High Court hands down judgment in judicial review challenge to the early release regime under the Terrorist Offenders (Restriction of Early Release) Act 2020
R (Khan) v Secretary of State for the Justice Department  EWHC 2084 (Admin)
This was a judicial review application by which the Claimant sought to challenge the early release regime introduced by the Terrorist Offenders (Restriction of Early Release) Act 2020. The Claimant challenged the decision of the Secretary of State for Justice to enforce the legislation in his case, but in substance the challenge was to the legislation itself. The Claimant sought a declaration that s.247A of the Criminal Justice Act 2003, which was inserted by the 2020 Act, is incompatible with Articles 5, 7 and 14 of the Convention.
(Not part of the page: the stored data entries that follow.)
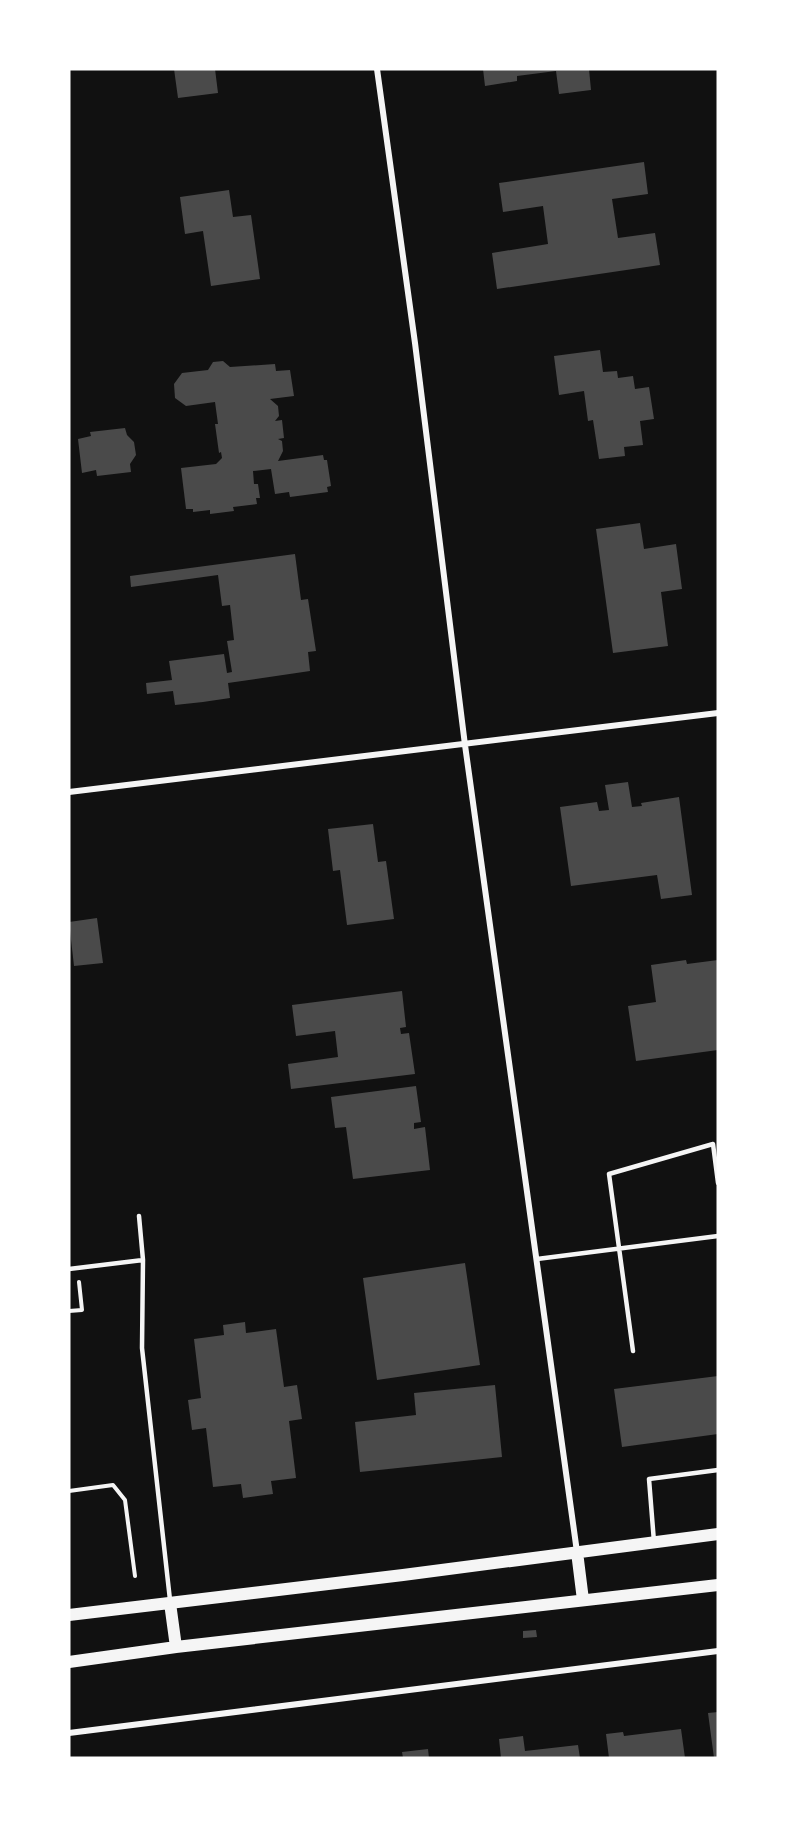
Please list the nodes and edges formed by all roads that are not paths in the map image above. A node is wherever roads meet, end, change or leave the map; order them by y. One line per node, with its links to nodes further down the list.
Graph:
1 (377, 69): 3 (street)
2 (718, 713): 3 (street)
3 (465, 744): 4 (street); 9 (street)
4 (69, 792)
5 (718, 1183): 8 (lane)
6 (139, 1216): 10 (lane)
7 (718, 1236): 8 (lane)
8 (619, 1249): 9 (lane); 12 (lane)
9 (537, 1259): 16 (street)
10 (143, 1260): 11 (lane); 19 (lane)
11 (69, 1269)
12 (633, 1351)
13 (718, 1470): 15 (lane)
14 (718, 1534): 15 (main road)
15 (654, 1542): 16 (main road)
16 (577, 1552): 18 (main road); 19 (main road)
17 (718, 1585): 18 (main road)
18 (583, 1600): 21 (main road)
19 (170, 1603): 20 (main road); 21 (main road)
20 (69, 1615)
21 (176, 1647): 23 (main road)
22 (718, 1651): 24 (street)
23 (69, 1662)
24 (69, 1733)

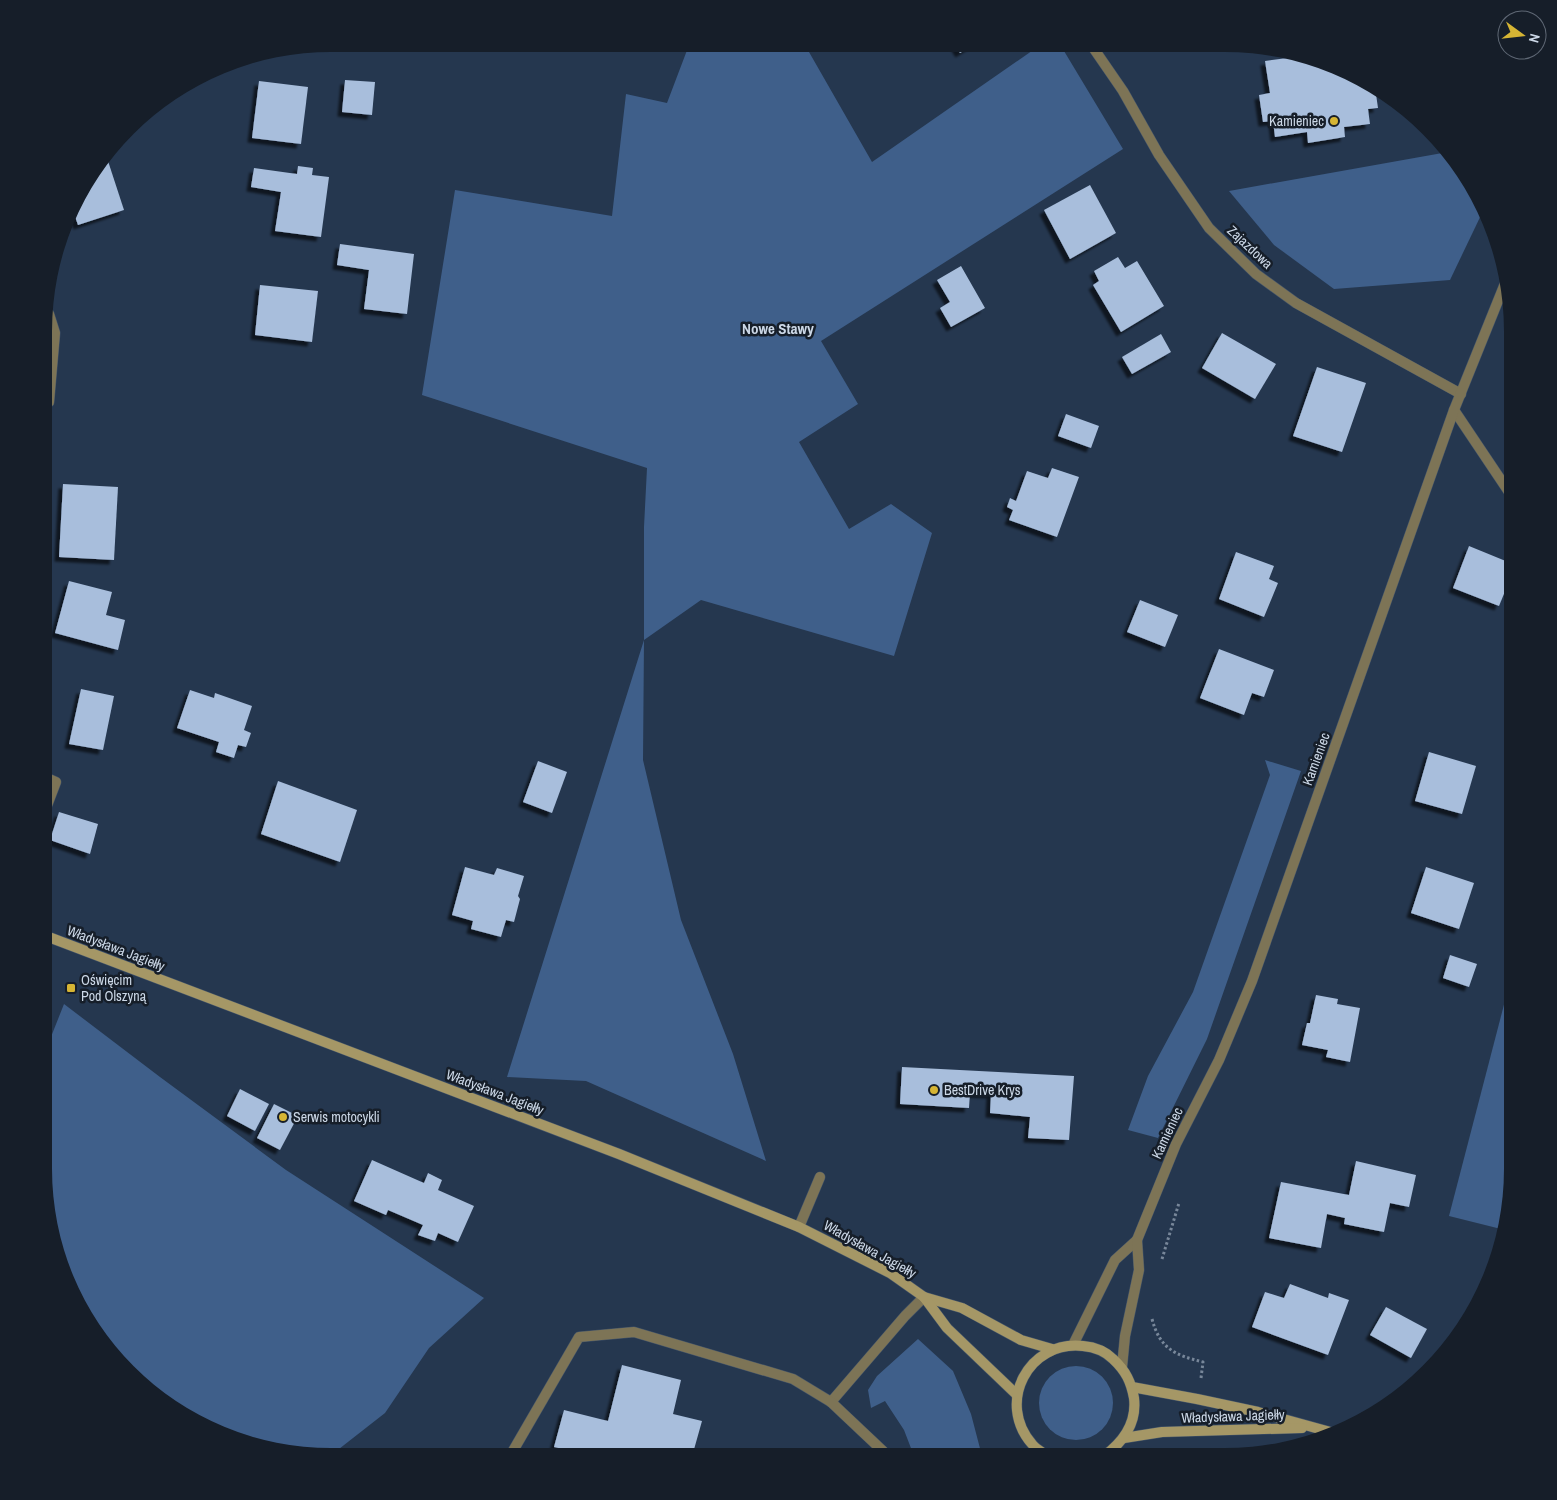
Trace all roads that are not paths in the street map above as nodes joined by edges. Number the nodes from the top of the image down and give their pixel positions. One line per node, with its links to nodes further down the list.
1 (1096, 52): 5 (street, Zajazdowa)
2 (1502, 292): 5 (street, Kamieniec)
3 (52, 325): 4 (street)
4 (52, 363)
5 (1461, 394): 6 (street, Kamieniec)
6 (1454, 410): 7 (street); 13 (street, Kamieniec)
7 (1504, 485)
8 (52, 780): 9 (street)
9 (52, 792)
10 (52, 938): 12 (street, Władysława Jagiełły)
11 (820, 1177): 12 (street)
12 (799, 1227): 14 (street, Władysława Jagiełły)
13 (1137, 1240): 15 (street, Kamieniec); 17 (street, Kamieniec)
14 (924, 1296): 16 (street, Władysława Jagiełły); 19 (street, Władysława Jagiełły); 20 (street)
15 (1073, 1345): 16 (street); 17 (street)
16 (1052, 1349): 19 (street)
17 (1122, 1367): 18 (street)
18 (1132, 1388): 21 (street, Władysława Jagiełły); 23 (street)
19 (1017, 1395): 26 (street)
20 (831, 1402): 24 (street); 25 (street)
21 (1313, 1428): 22 (street, Władysława Jagiełły); 23 (street, Władysława Jagiełły)
22 (1323, 1430)
23 (1124, 1438): 27 (street)
24 (515, 1448)
25 (880, 1448)
26 (1031, 1448)
27 (1114, 1448)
The Court dismissed the application. It held that there was no “other status” on which Article 14 could be based. With regards to Article 7, the Court found that the changes wrought by the 2020 Act were changes in the arrangements for early release; they were not changes to the sentence imposed by the sentencing judge. In the absence of a fundamental change of the sort described in Del Rio Prada, a redefinition of the penalty itself; an amendment by the legislature to the arrangements for early release raise no issue under Article 7. The challenge under Article 5 was also rejected.
Election Petition does not automatically abate if Parliament dissolved before proceedings are concluded
Greene v Forbes  EWHC 676 (QB)
The petition, alleging electoral fraud, was brought by the defeated Brexit Party candidate against the successful Labour Party candidate in the Peterborough By-Election on 6 June 2019. The Petitioner had sought but not yet obtained special leave to withdraw the petition (which would have rendered him liable for the respondent’s costs) when Parliament was dissolved on 5 November 2011. He then sought to argue that two nineteenth century cases caused the petition to “drop” so that the court had no jurisdiction even to order him to pay the respondent’s costs. The court did not accept that the two historic cases meant that a Parliamentary petition under the Representation of the People Act 1983 abated upon dissolution. The Petitioner’s application to withdraw (paying the respondent’s costs) was however allowed.
Jones & Ors v Commissioner of Police for the Metropolis  EWHC 2957 (Admin)
This case considered the proper interpretation of the words “public assembly” in section 14(1) of the Public Order Act 1986. This was an expedited, rolled-up hearing of an application for permission to apply for judicial review and, if permission is granted, a claim for judicial review of the decision of Superintendent Duncan McMillan to impose […]
R (Bridges) v South Wales Police  EWHC 2341 (Admin)
A Divisional Court has handed down judgment in a landmark case on the use of live Automated Facial Recognition (AFR) by the police. Live AFR captures the facial biometrics of people passing within range of video cameras and compares this data to the facial biometrics of people on police watchlists. South Wales Police uses AFR in real time in areas with very large numbers of people in an attempt to locate persons of interest. The claimant challenged SWP’s use of AFR on the basis that he had twice been present when this technology was in use, as well as its ongoing use in his police area. The Court held that live AFR engages the Article 8 rights of anyone whose face is scanned (or is at risk of being scanned) and constitutes the (sensitive) processing of their personal data. The judges nevertheless concluded that SWP’s use of AFR did not breach the claimant’s privacy or data protection rights. The judgment recognises that a public authority data controller’s compliance with the duty to undertake a data protection impact assessment is amenable to judicial review but rejected the challenge to SWP’s assessment. A challenge to SWP’s discharge of the Public Sector Equality Duty was also dismissed.
R (Officer W80) v Director General of the Independent Office for Police Conduct  EWHC 2215 (Admin)
The claimant, a Specialist Firearms Officer in the Metropolitan Police, challenged the decision of the Independent Office for Police Conduct to bring misconduct proceedings against him alleging a breach of the Standards of Professional Behaviour amounting to gross misconduct. The claimant had fired a fatal shot at Jermaine Barker during an intervention.
The principal ground of judicial review contended that the decision of the IOPC was unlawful because, in determining that the claimant had a case to answer, it applied the wrong test in law as to whether the claimant had acted in self-defence. The IOPC sought to apply a civil law test applicable to the torts of assault or battery, that the officer’s belief his life was in danger must not only be honest but also objectively reasonable for self-defence to be available and for the claimant to have a defence to the charge of misconduct. The claimant alleged that the correct test for self-defence in police misconduct proceedings is the criminal law test, namely, that the claimant had no case to answer in circumstances where he had an honest, albeit mistaken belief that his life was in danger. Ground 2 of the appeal contended that even if the IOPC is correct as to the legal test, the IOPC’s assessment of the facts as giving rise to a case to answer was unreasonable and irrational.
The Court quashed the IOPC’s decision on the basis that it had wrongly applied the civil law test in determining that there was no case to answer. The criminal law test should have been applied. Ground 2 was purely academic but, if it were not, the claimant had failed to surmount the very high threshold of irrationality.